La Fantinade ou les Petits bateaux

                     Conte

C’est pour vous que j’écris ceci,

Mères, dont l’unique souci

Est de veiller sans cesse à l’honneur de vos filles.

Faites votre profit du conte que voici.

Sont-elles jeunes et gentilles,

Ne les fiez surtout à prêtres ni dévots,

La plus grand part, de l’enfer vrais suppôts,

Pleins de tours et souples comme anguilles,

Doux agneaux au dehors, timides, innocents,

Haussant les yeux aux moindres peccadilles.

N’y donnez pas, ce sont loups ravissants

Qui vont cherchant pâture en leurs besoins pressants

Jusque dans le sein des familles.

Un de ceux-ci, curé, grand directeur1

De mainte cervelle imbécile2 ,

Rusé cafard et courtisan habile,

S’il en fut onc, fourbe, adroit imposteur,

De tel renom qu’aux champs, à la cour, à la ville,

N’était bruit que du saint pasteur.

Des charités du grand monde économe,

Point capital qui trop bien lui plaisait,

Jamais, dit-on, n’en refusait,

En eût volé plutôt, et Dieu sait, le pauvre homme,

Les usages qu’il en faisait !

Celui-ci donc, pour venir à mon conte,

S’occupant du troupeau commis

Entre ses mains, fors qu’il ne tenait compte,

À dire vrai, que des jeunes brebis

Pour les instruire avec plus d’efficace

En tenait une école, ou plutôt un sérail3 .

Là tant faisait fructifier la grâce

Que fort peu sortaient du bercail4

Sans montrer que le Ciel bénissait son travail.

Sa prévoyance aussi plus ne pouvait s’étendre.

Avec soin il les élevait

Et les prenait surtout dans un âge si tendre

Que pucelles il les avait.

Pucelles ! Oui, et puis que l’on me dise

Que tels oiseaux sont si rares pour nous.

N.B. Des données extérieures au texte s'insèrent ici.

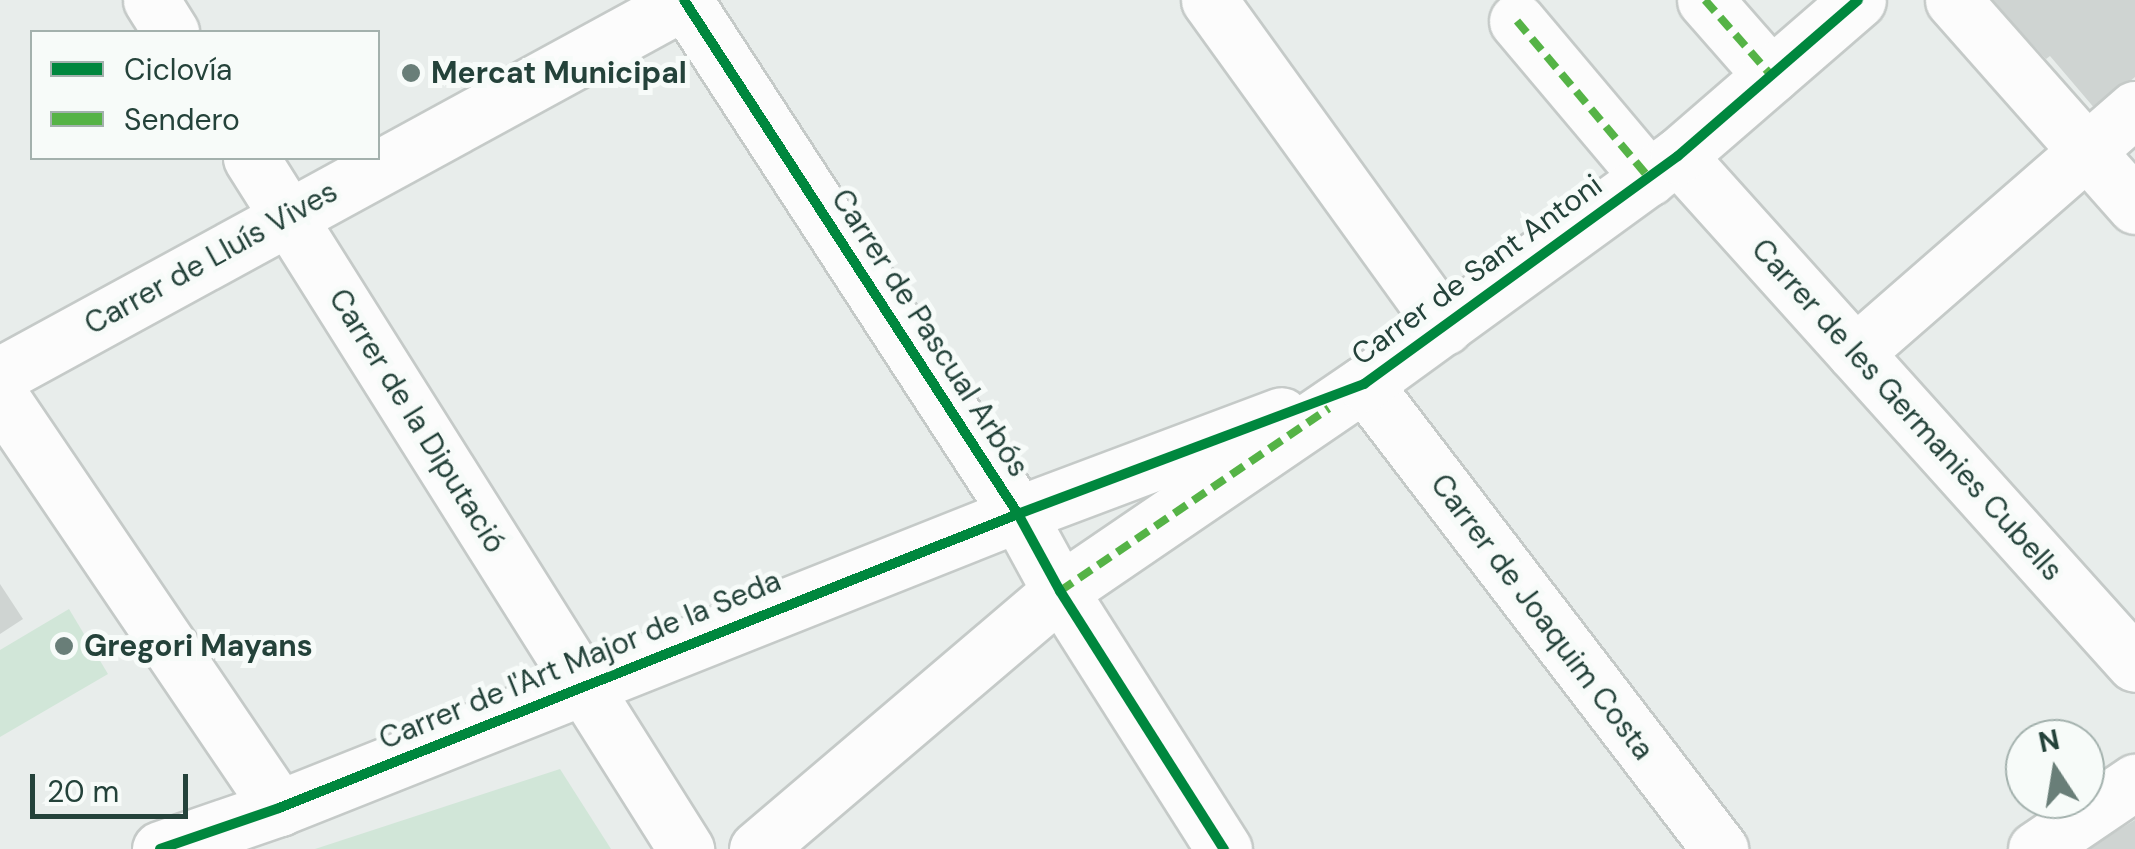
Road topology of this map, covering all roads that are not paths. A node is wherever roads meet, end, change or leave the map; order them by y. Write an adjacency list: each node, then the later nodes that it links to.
1 (150, 0): 8 (street)
2 (685, 0): 15 (street, Carrer de Lluís Vives); 21 (street, Carrer de Pascual Arbós)
3 (1209, 0): 16 (street)
4 (1705, 0): 9 (street)
5 (1858, 0): 9 (street, Carrer de Sant Antoni)
6 (1954, 0): 11 (street)
7 (1517, 21): 13 (street, Carrer de les Germanies Cubells)
8 (170, 30)
9 (1771, 74): 13 (street, Carrer de Sant Antoni)
10 (2135, 109): 11 (street)
11 (2087, 151): 14 (street); 17 (street)
12 (252, 160): 15 (street, Carrer de la Diputació)
13 (1664, 167): 16 (street, Carrer de Sant Antoni); 17 (street, Carrer de les Germanies Cubells)
14 (2135, 206)
15 (288, 215): 18 (street, Carrer de Lluís Vives); 24 (street, Carrer de la Diputació)
16 (1445, 327): 19 (street, Carrer de Sant Antoni)
17 (1855, 353): 23 (street, Carrer de les Germanies Cubells)
18 (0, 374)
19 (1364, 384): 21 (street, Carrer de Sant Antoni); 22 (street, Carrer de Sant Antoni); 31 (street, Carrer de Joaquim Costa)
20 (0, 396): 26 (street)
21 (1018, 514): 22 (street, Carrer de Pascual Arbós); 24 (street, Carrer de l'Art Major de la Seda)
22 (1060, 591): 29 (street, Carrer de Sant Antoni); 30 (street, Carrer de Pascual Arbós)
23 (2135, 664)
24 (583, 685): 26 (street, Carrer de l'Art Major de la Seda); 28 (street, Carrer de la Diputació)
25 (2135, 782): 32 (street)
26 (279, 808): 27 (street, Carrer de l'Art Major de la Seda)
27 (160, 849)
28 (686, 849)
29 (757, 849)
30 (1224, 849)
31 (1720, 849)
32 (2036, 849)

Faut-il s’en étonner ? Ces maudits gens d’Église

Font si bien qu’ils les croquent tous.

Voluptueux dans son libertinage,

Il répétait sans cesse aux plus jeunes dont l’âge

Ne pouvait assouvir ses appétits brutaux

D’avoir grand soin de leurs petits bateaux,

Bateau, vraiment, que sans voile et sans rames

Nature n’a construit au gré de nos désirs

Que pour faire voguer nos âmes

Dans une mer océan de plaisirs.

Pour revenir à sa morale,

L’adroit curé, chaque instant, leur prônait

Que leur conscience était sale

Si le petit bateau n’était propre etb ien net,

Et tous les jours lui-même, il les examinait,

Les visitait, touchait et dans ces innocentes,

Quand j’y pense, combien de fois

Ce druide lascif par ses lubriques doigts

Excitant de la chair les amorces puissantes

Mit leur petite âme aux abois !

Or, dites-nous, quand chaque jouvencelle

Présentait à l’envi sa petite nacelle

À ce ministre des papelards

De bonne foi, que faisait-il aux vôtres ?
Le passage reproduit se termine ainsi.